> **What you should do**
Lines containing the word "name" in the data below: say how many, with no other text.

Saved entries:
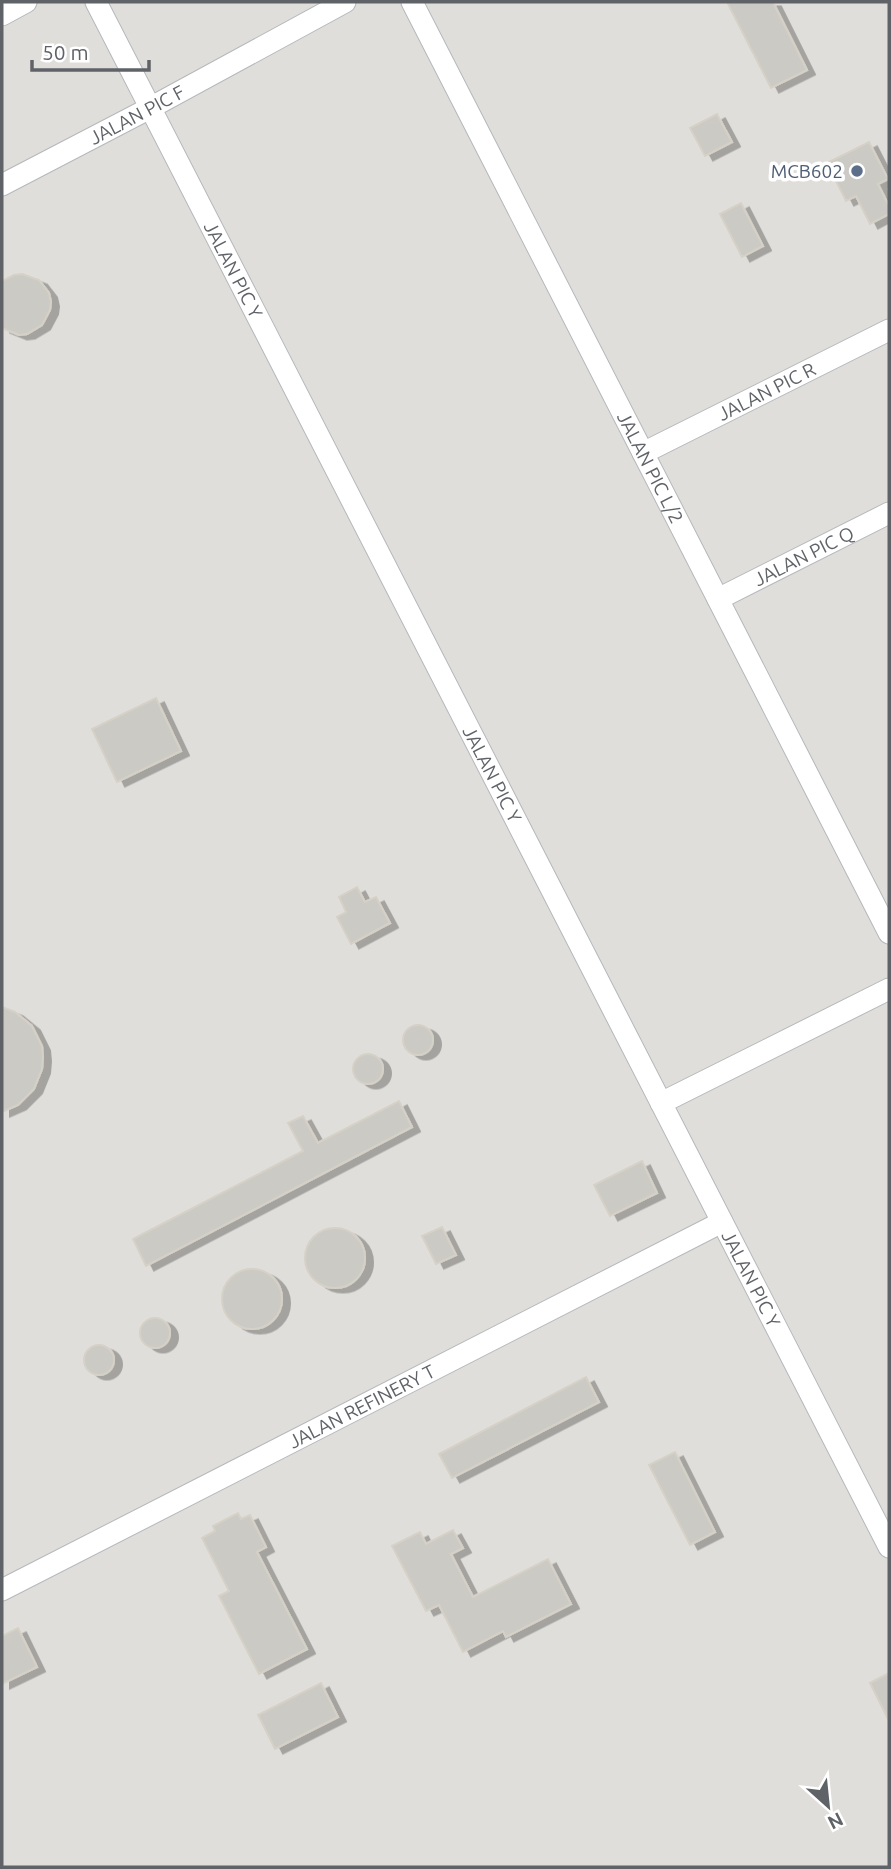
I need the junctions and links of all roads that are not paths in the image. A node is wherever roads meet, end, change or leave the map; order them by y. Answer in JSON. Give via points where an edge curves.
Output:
{"nodes":[{"id":1,"x":26,"y":2,"type":"edge"},
{"id":2,"x":96,"y":2,"type":"edge"},
{"id":3,"x":345,"y":2,"type":"edge"},
{"id":4,"x":412,"y":2,"type":"edge"},
{"id":5,"x":2,"y":15,"type":"edge"},
{"id":6,"x":150,"y":108,"type":"junction"},
{"id":7,"x":2,"y":185,"type":"edge"},
{"id":8,"x":889,"y":330,"type":"edge"},
{"id":9,"x":643,"y":453,"type":"junction"},
{"id":10,"x":889,"y":513,"type":"edge"},
{"id":11,"x":718,"y":598,"type":"junction"},
{"id":12,"x":889,"y":933,"type":"edge"},
{"id":13,"x":889,"y":989,"type":"edge"},
{"id":14,"x":661,"y":1103,"type":"junction"},
{"id":15,"x":722,"y":1222,"type":"junction"},
{"id":16,"x":889,"y":1547,"type":"edge"},
{"id":17,"x":2,"y":1590,"type":"edge"}],
"edges":[{"from":1,"to":5,"type":"street"},
{"from":2,"to":6,"type":"street","name":"JALAN PIC Y"},
{"from":3,"to":6,"type":"street","name":"JALAN PIC F"},
{"from":4,"to":9,"type":"street","name":"JALAN PIC L/2"},
{"from":6,"to":7,"type":"street","name":"JALAN PIC F"},
{"from":6,"to":14,"type":"street","name":"JALAN PIC Y"},
{"from":8,"to":9,"type":"street","name":"JALAN PIC R"},
{"from":9,"to":11,"type":"street","name":"JALAN PIC L/2"},
{"from":10,"to":11,"type":"street","name":"JALAN PIC Q"},
{"from":11,"to":12,"type":"street","name":"JALAN PIC L/2"},
{"from":13,"to":14,"type":"street"},
{"from":14,"to":15,"type":"street","name":"JALAN PIC Y"},
{"from":15,"to":16,"type":"street","name":"JALAN PIC Y"},
{"from":15,"to":17,"type":"street","name":"JALAN REFINERY T"}]}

> **Written response**
12